Japan told a U.N. panel of experts that Pyongyang also imported thousands of computers and thousands of dollars worth of cosmetics and that almost all the goods were shipped through China, it was reported in the draft seen by Reuters on Thursday.

Another limited artillery attack on a small South Korean island or even on a small sparsely populated village just across the Demilitarized Zone in South Korea would require minimal financial expenditures and could be about as effective for internal public consumption as another missile or nuclear test. True, South Korea would be offended but her response would again likely be neither preemptive of future attacks nor even fully proportionate. The United States and others would express displeasure, but far less than at a nuclear or missile test potentially threatening them themselves with future strikes.

What, besides the minor inconvenience of sanctions and the starvation of numerous unimportant North Korean serfs — she still has plenty more where they came from — prompts North Korea to continue to irritate most countries, including even China, by testing and threatening to test weapons of mass destruction? “Bluster, threaten, chill out and beg, then repeat as often as needed” have been her consistent strategy.

With severe drought, North Korean food shortages seem to be worsening. According to the official North Korean news organ, the Rodong Sinmun, “Severe drought is continuing throughout the country.” Despite existing sanctions, there are ample luxury goods for her elite and the rest matter little if at all.

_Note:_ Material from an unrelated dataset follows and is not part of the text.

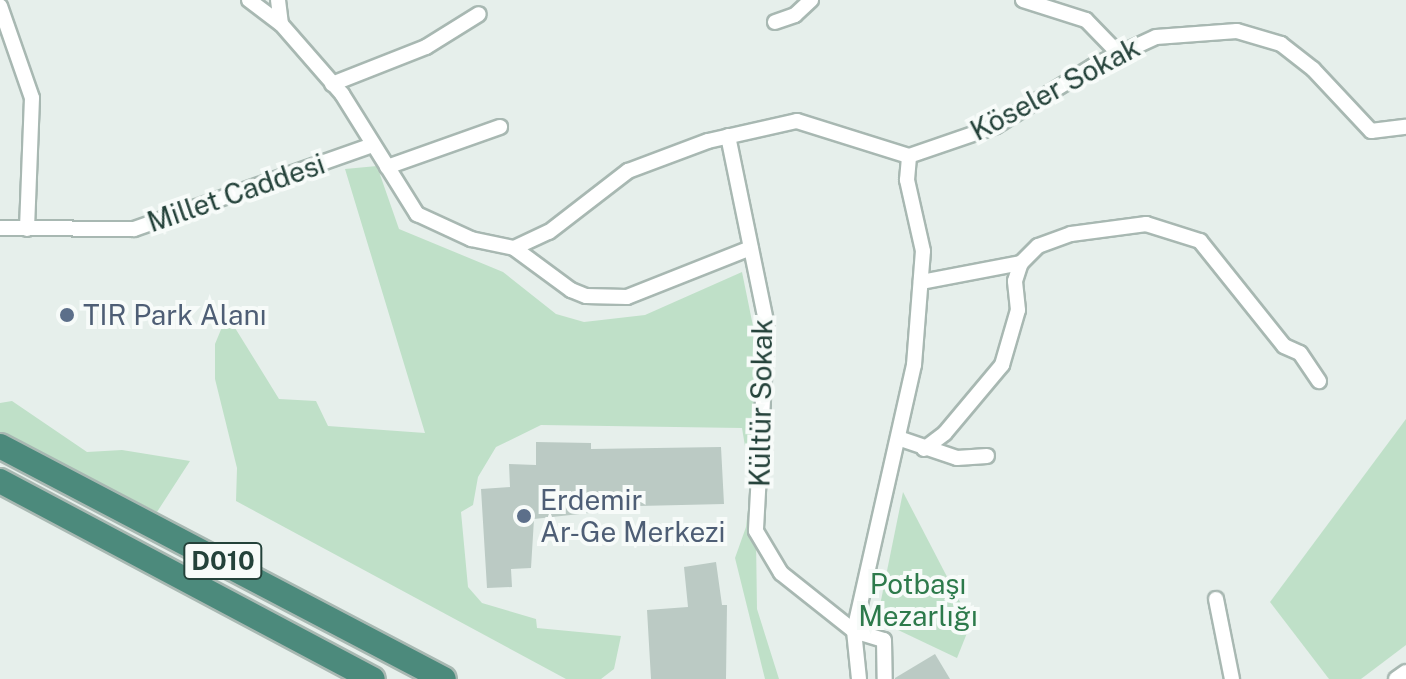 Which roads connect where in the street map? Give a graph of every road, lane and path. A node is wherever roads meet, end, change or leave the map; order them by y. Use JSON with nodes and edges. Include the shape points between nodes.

True, bellicosity alternating with begging have long been major parts of her tradition and tradition is very important in an intensely dogmatic “religious” society such as North Korea.  Might the regime have become concerned that without quite modest improvements in their living conditions the serfs remote from Pyongyang might become worrisomely restless and do something potentially destabilizing? However, more than minimal improvements might also cause them to become restive, so there are tough decisions to make.

Pyongyang is quite different from the rest of North Korea.  Residence there is limited to those deemed faithful to the regime and they are far better fed and housed than serfs in the hinterlands.

They are also more expensively entertained:

Kim Jong-un recently berated “officials for the ‘pathetic’ management of an amusement park in Pyongyang in an effort to bolster his image five months after taking power in the totalitarian state.”

It seems likely that even in North Korea, as word slowly but eventually filters down from on high in Pyongyang to the hinterland serfs about the grossly disparate allocations of necessities, let alone of luxuries, unrest will increase. Until recently, there was hope that better lives might be had in China and some managed to sneak in and remain there.  As China – she doesn’t want illegal aliens from North Korea anyway — sends them back in large numbers as promised to face incarceration or worse in prison gulags, what might happen? Their lives will certainly be worse even than before they left for China, but what about those they left behind in North Korea? As it becomes widely known that China is no longer a viable destination, how about happy Pyongyang?   Nothing resembling an Occupy Pyongyang movement seems likely, but attempts at small incremental population shifts with accompanying disruptions seem less farfetched.